Work order:
Every line with the string "Nodes" in it belongs in your answer, so copy them all from the data.

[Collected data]
━━━━━━━━━━━━━━━━━━━━

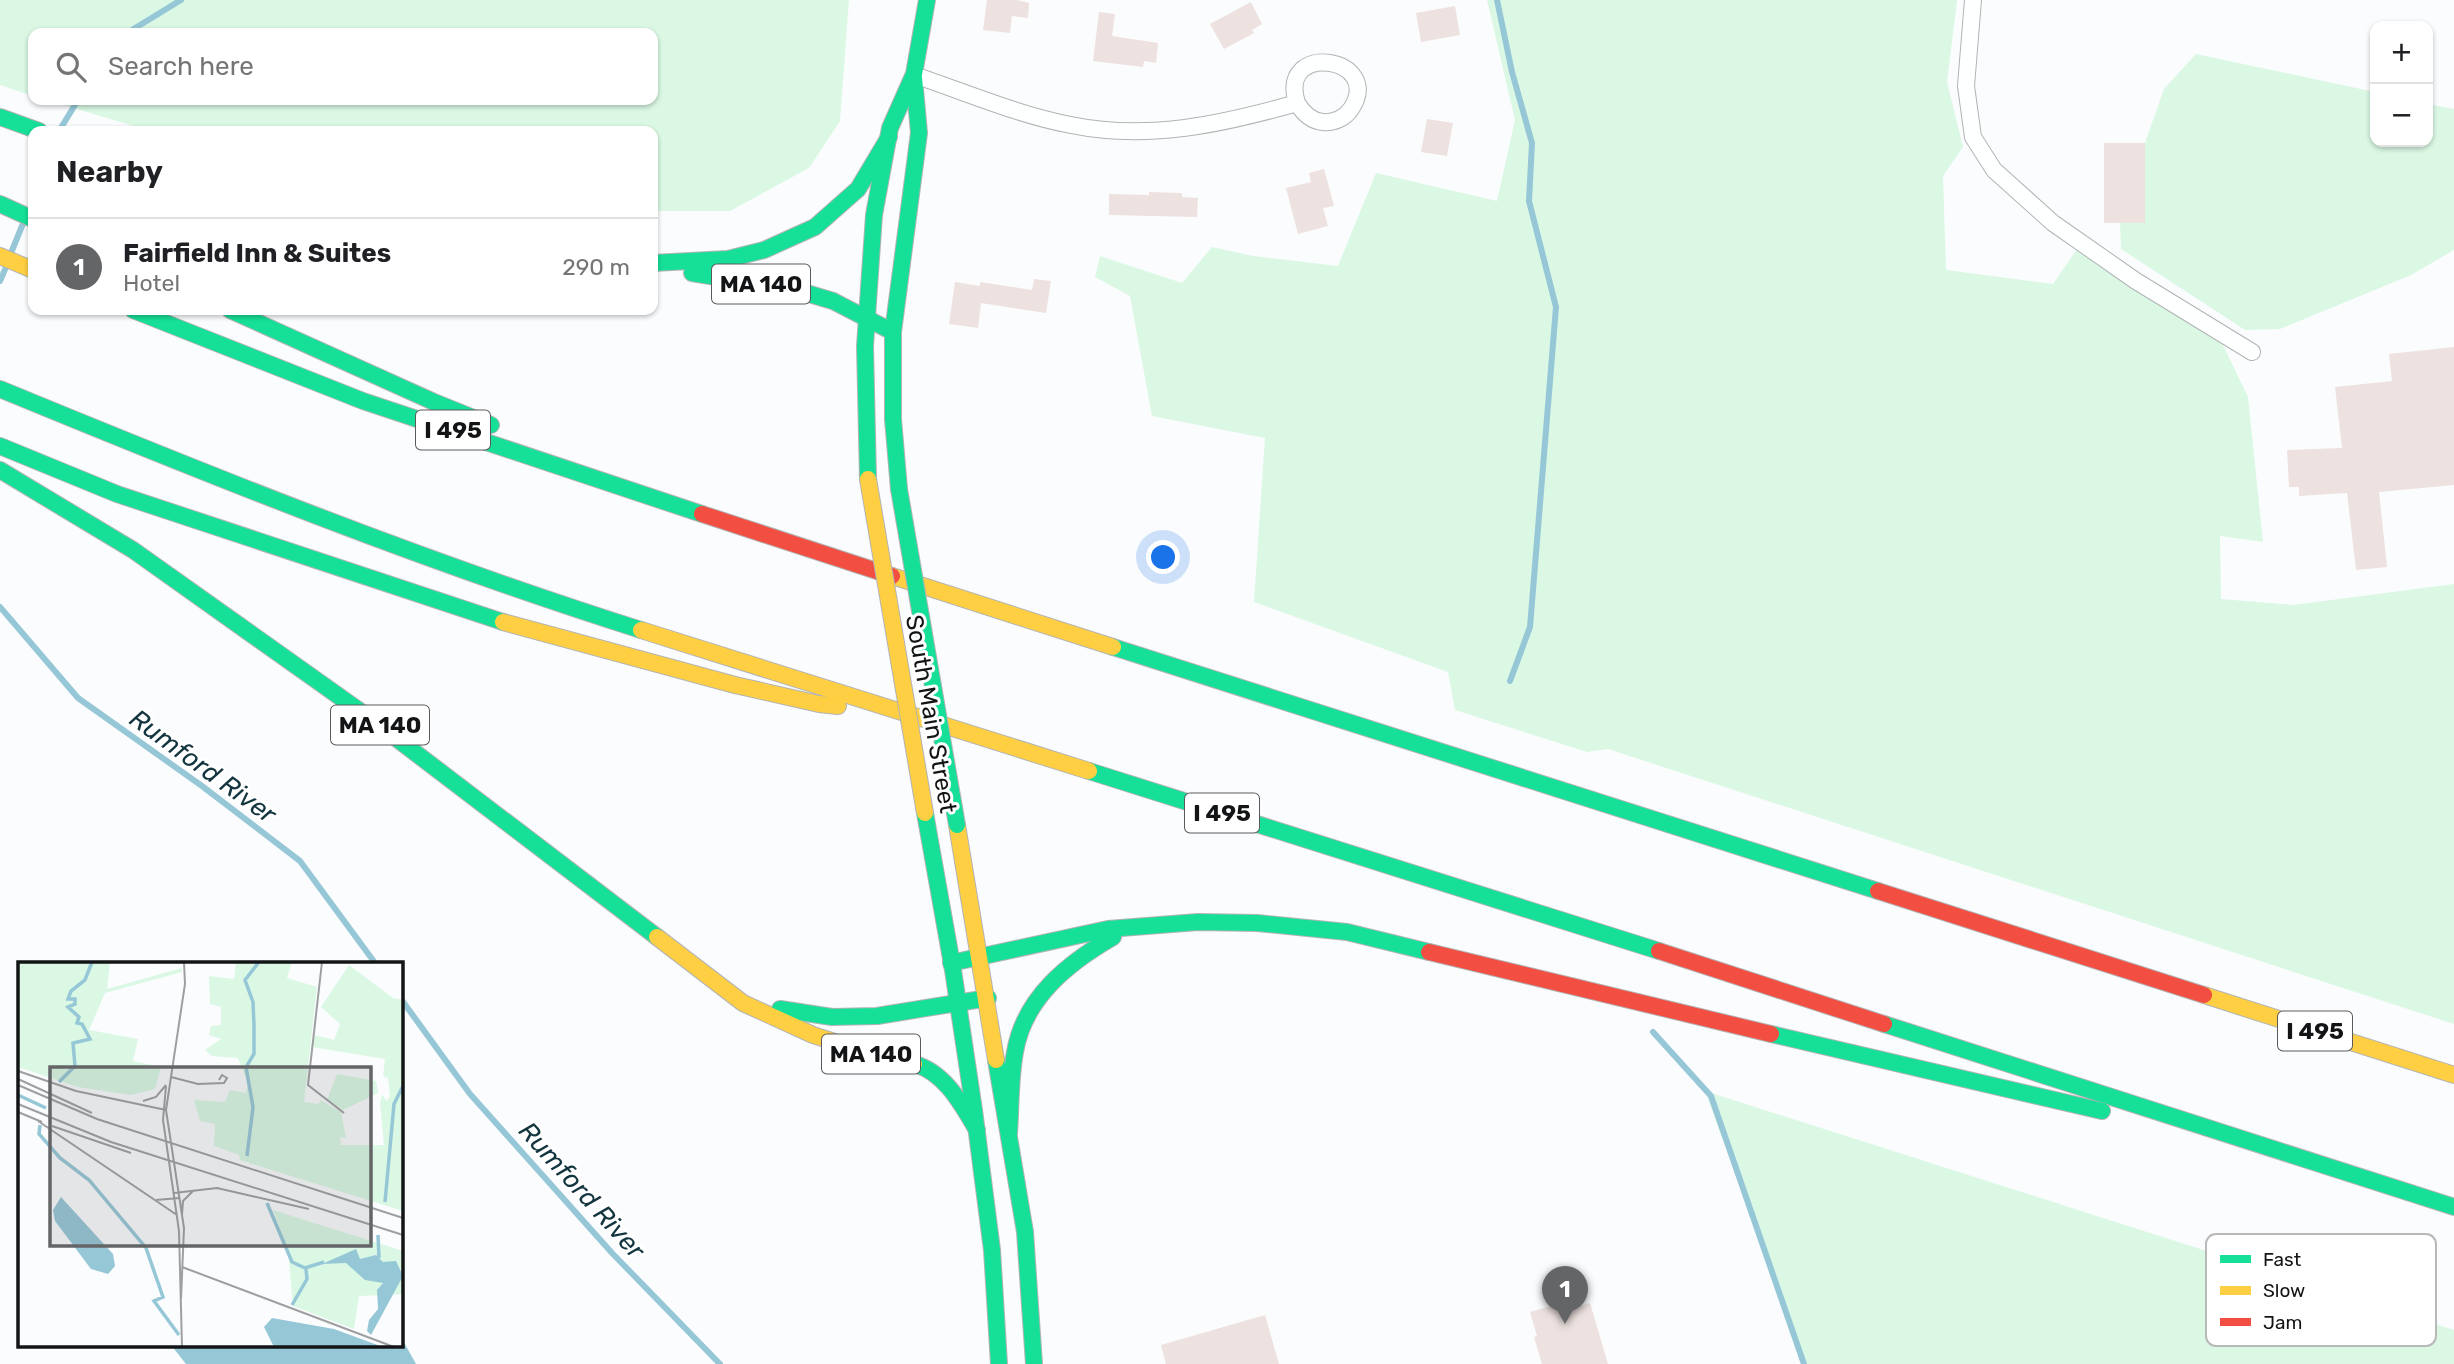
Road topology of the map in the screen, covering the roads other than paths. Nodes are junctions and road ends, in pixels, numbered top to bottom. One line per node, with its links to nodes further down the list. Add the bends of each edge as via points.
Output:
1 (927, 0): 3 (main road, South Main Street)
2 (1973, 0): 18 (street, via 1966,86 1973,137 1994,170 2053,223 2136,281)
3 (914, 75): 4 (street, via 1042,118 1101,130 1195,128); 7 (main road, South Main Street); 17 (main road, South Main Street, via 919,133)
4 (1297, 103)
5 (0, 117): 6 (main road)
6 (28, 127)
7 (889, 137): 11 (main road, via 858,189 815,226 764,250 728,259); 16 (main road, South Main Street, via 868,272)
8 (3, 205): 9 (main road)
9 (28, 217)
10 (0, 256): 13 (main road)
11 (658, 265)
12 (658, 266): 16 (main road, MA 140, via 796,290)
13 (28, 268)
14 (146, 315): 22 (main road, I 495, via 363,401)
15 (241, 315): 22 (main road, via 434,402)
16 (866, 317): 17 (main road, MA 140); 26 (main road, South Main Street, bridge, via 863,406 868,479)
17 (892, 332): 25 (main road, South Main Street, bridge, via 899,489)
18 (2252, 352)
19 (0, 389): 23 (main road, I 495, via 253,493 467,571)
20 (0, 446): 23 (main road, via 117,494 500,621 794,699)
21 (0, 470): 28 (main road, MA 140, via 133,551 371,719)
22 (776, 539): 30 (main road, I 495)
23 (907, 713): 33 (main road, I 495)
24 (1133, 926): 25 (main road); 32 (main road, via 1086,951 1036,1002 1022,1026 1014,1057); 33 (main road, via 1217,920 1347,932 1894,1065)
25 (980, 958): 26 (main road); 27 (main road, South Main Street)
26 (951, 963): 29 (main road, South Main Street)
27 (988, 998): 29 (main road); 32 (main road, South Main Street)
28 (743, 1003): 29 (main road, via 832,1017 877,1016); 31 (main road, MA 140, via 813,1035 919,1065 956,1094)
29 (958, 1004): 31 (main road, South Main Street)
30 (2454, 1075)
31 (977, 1130): 35 (main road, South Main Street / MA 140, via 992,1250)
32 (1009, 1133): 36 (main road, South Main Street, via 1025,1232)
33 (2265, 1146): 34 (main road, I 495)
34 (2454, 1207)
35 (999, 1364)
36 (1034, 1364)

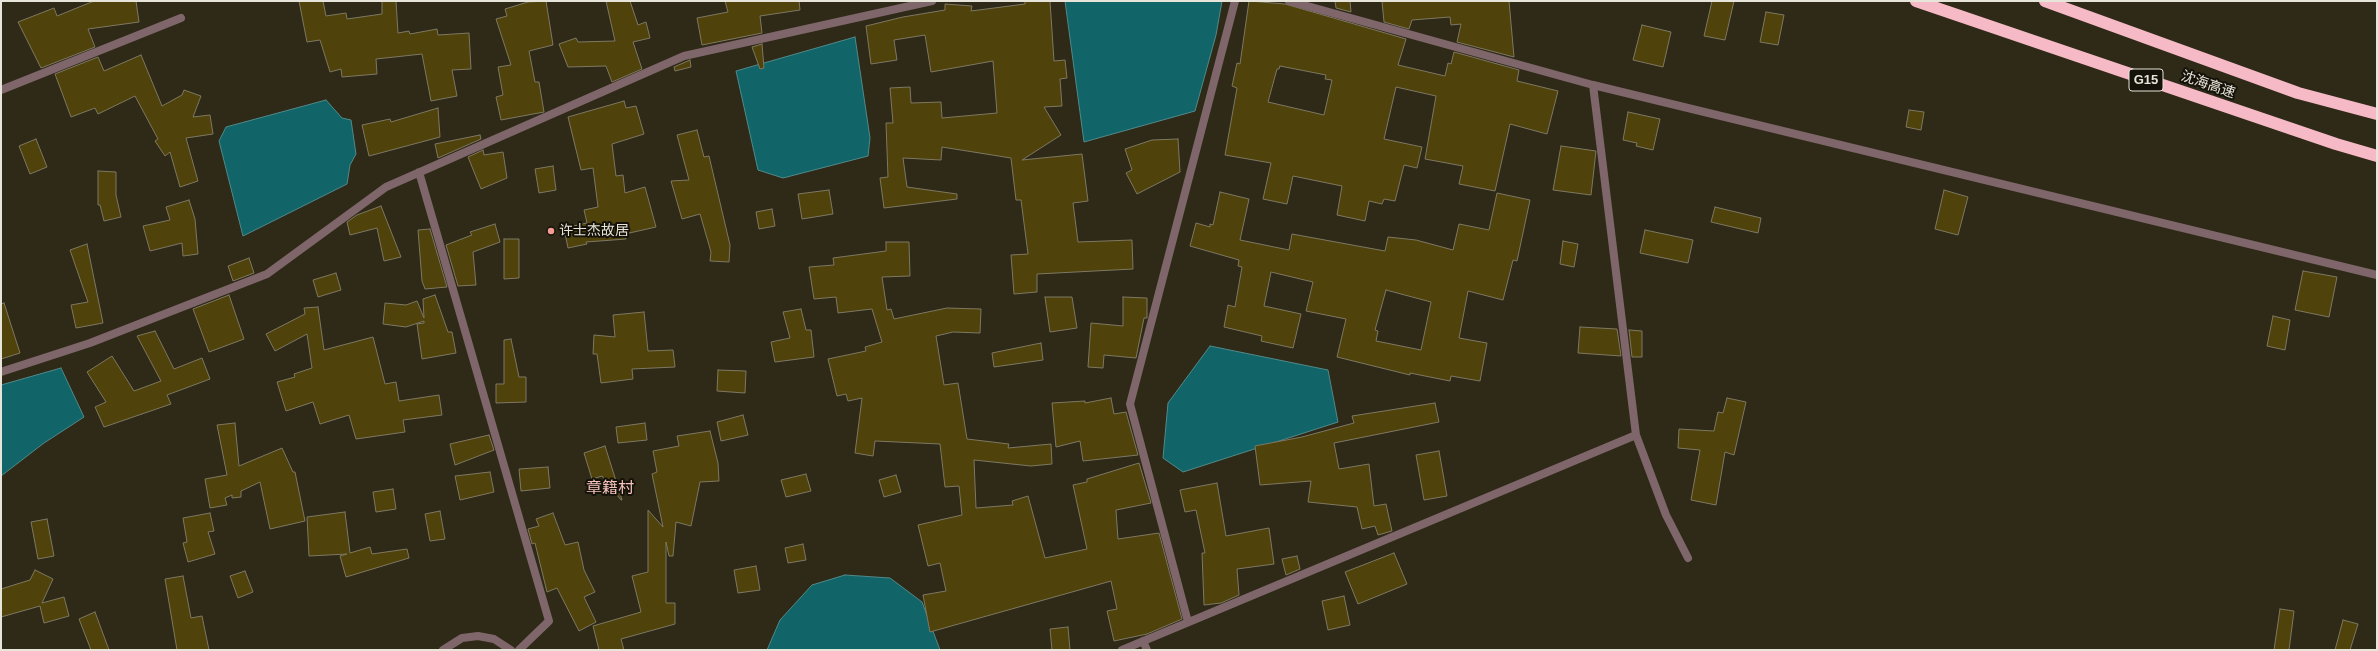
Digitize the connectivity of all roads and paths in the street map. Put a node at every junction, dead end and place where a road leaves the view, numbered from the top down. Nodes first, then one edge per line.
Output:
1 (932, 1) edge
2 (1235, 1) edge
3 (1289, 1) edge
4 (1916, 1) edge
5 (2046, 1) edge
6 (181, 18) dead end
7 (1593, 85) junction
8 (1, 90) edge
9 (2377, 114) edge
10 (2377, 156) edge
11 (419, 172) junction
12 (2377, 275) edge
13 (1, 372) edge
14 (1636, 435) junction
15 (1688, 558) dead end
16 (1188, 622) junction
17 (1143, 641) junction
18 (443, 650) edge
19 (511, 650) edge
20 (519, 650) edge
21 (1122, 650) edge
22 (1147, 650) edge

1 - 11 street
2 - 16 street
3 - 7 street
4 - 10 highway, 沈海高速 / G15
5 - 9 highway, 沈海高速
6 - 8 street
7 - 12 street
7 - 14 street
11 - 13 street
11 - 20 street
14 - 15 street
14 - 16 street
16 - 17 street
17 - 21 street
17 - 22 street
18 - 19 street

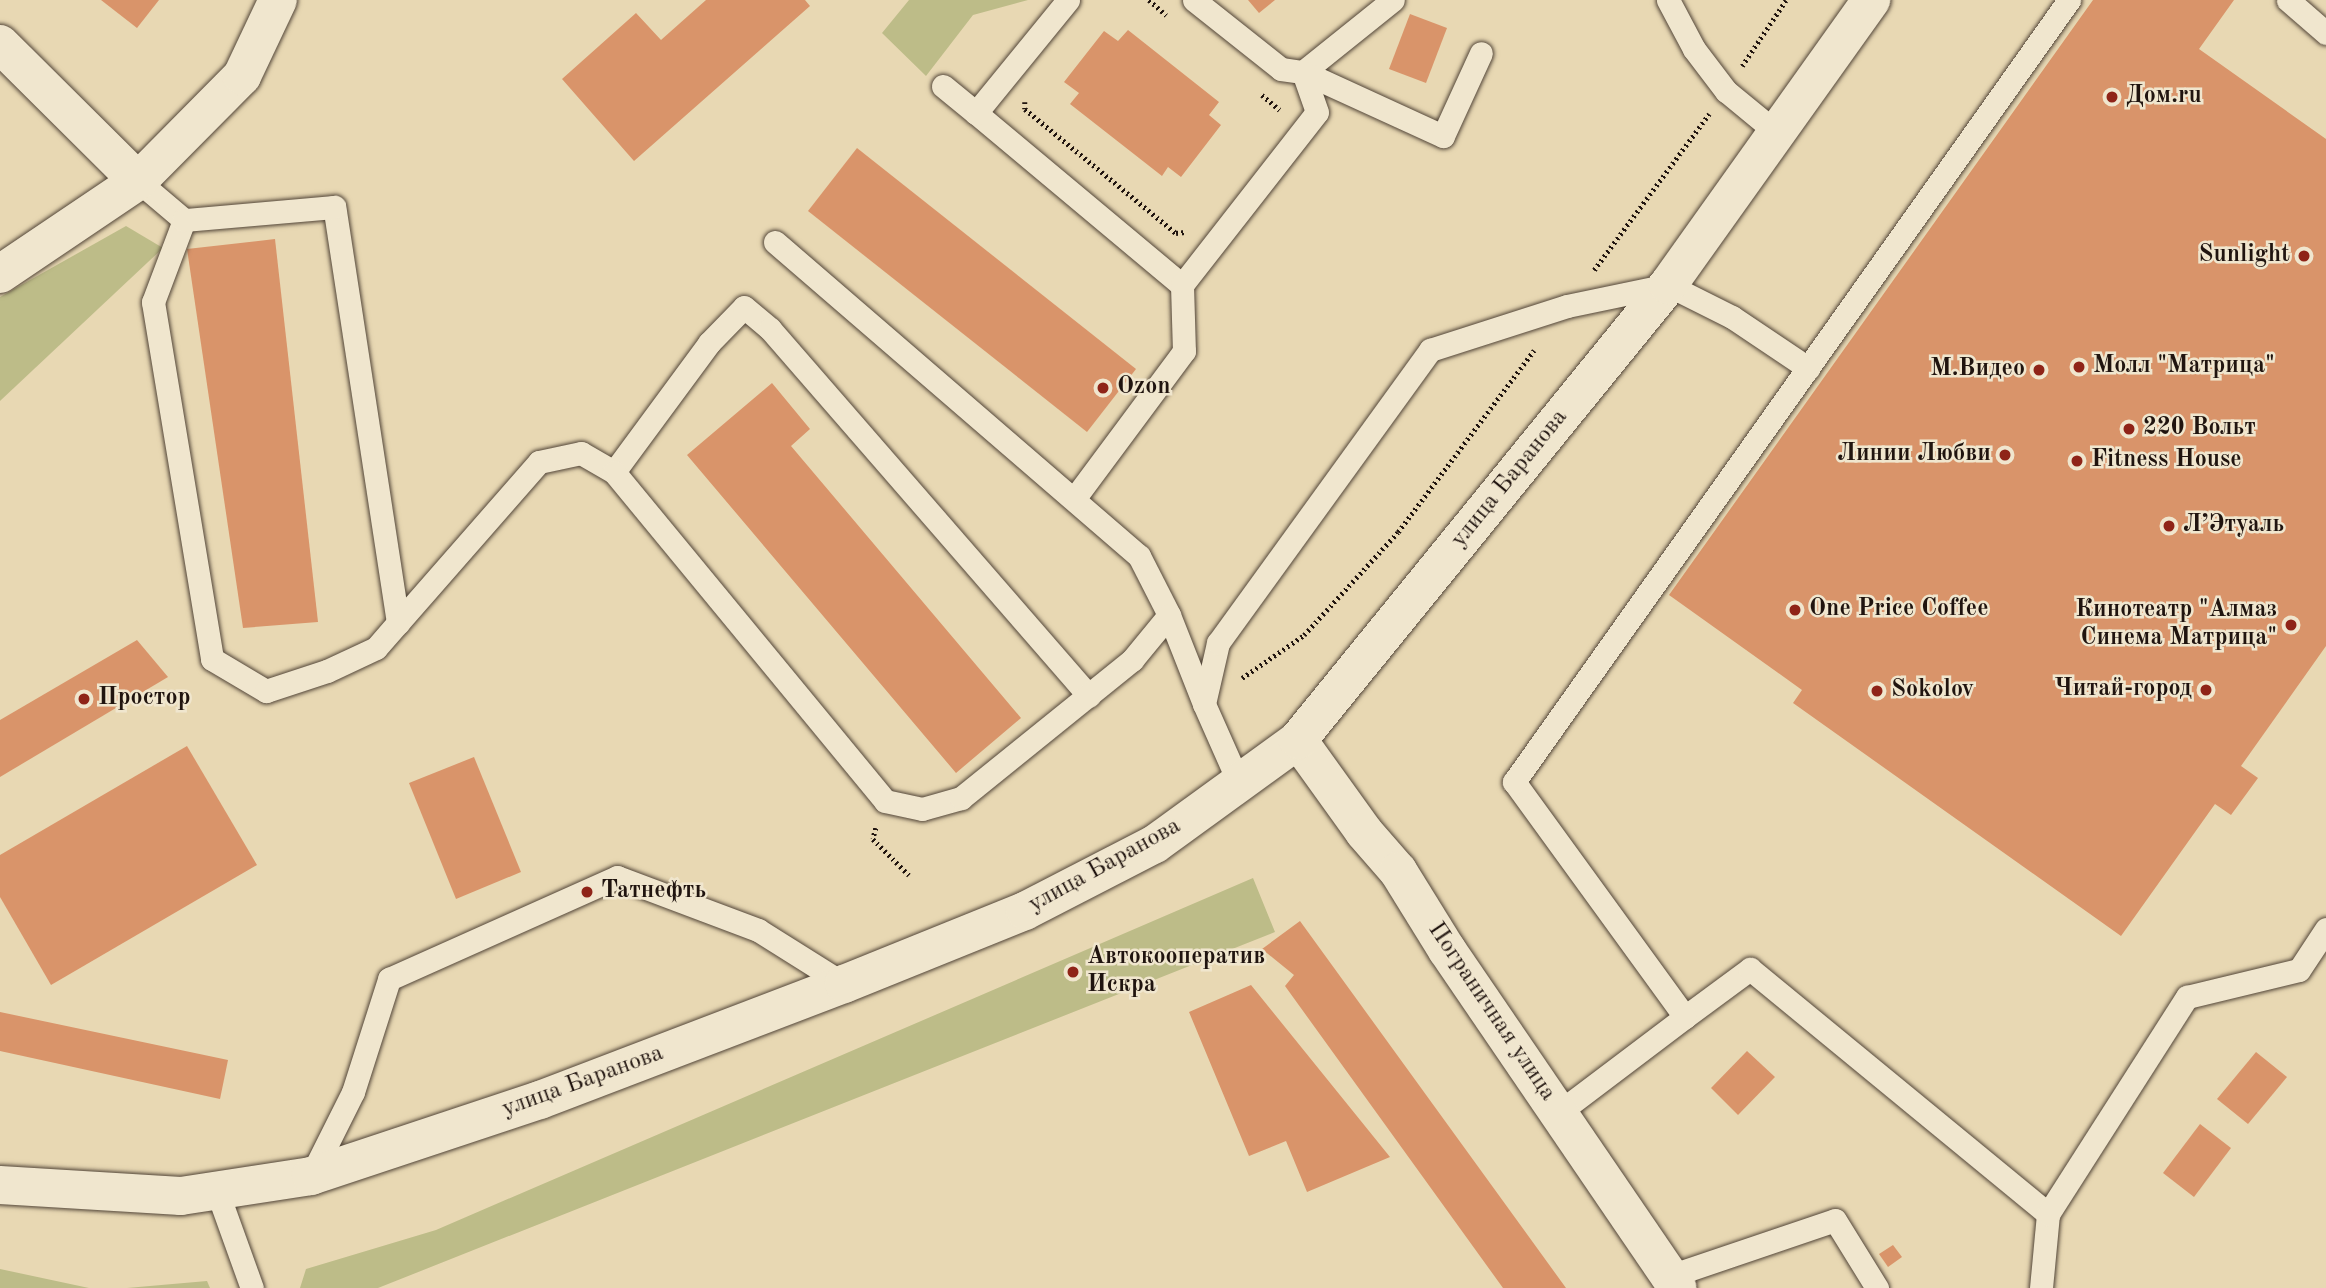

━━━━━━━━━━━━━━━━━━━━

Exercise response:
Road topology of the map in the screen, covering the roads other than paths. Nodes are junctions and road ends, in pixels, numbered top to bottom. One line per node, with its links to nodes further down the list. Add the bends of each edge as via points.
Digitize the connectivity of all roads and paths in the street map. Put a node at every junction, dead end and place where a road leaves the view, numbered from the top down. Nodes first, then one edge per line.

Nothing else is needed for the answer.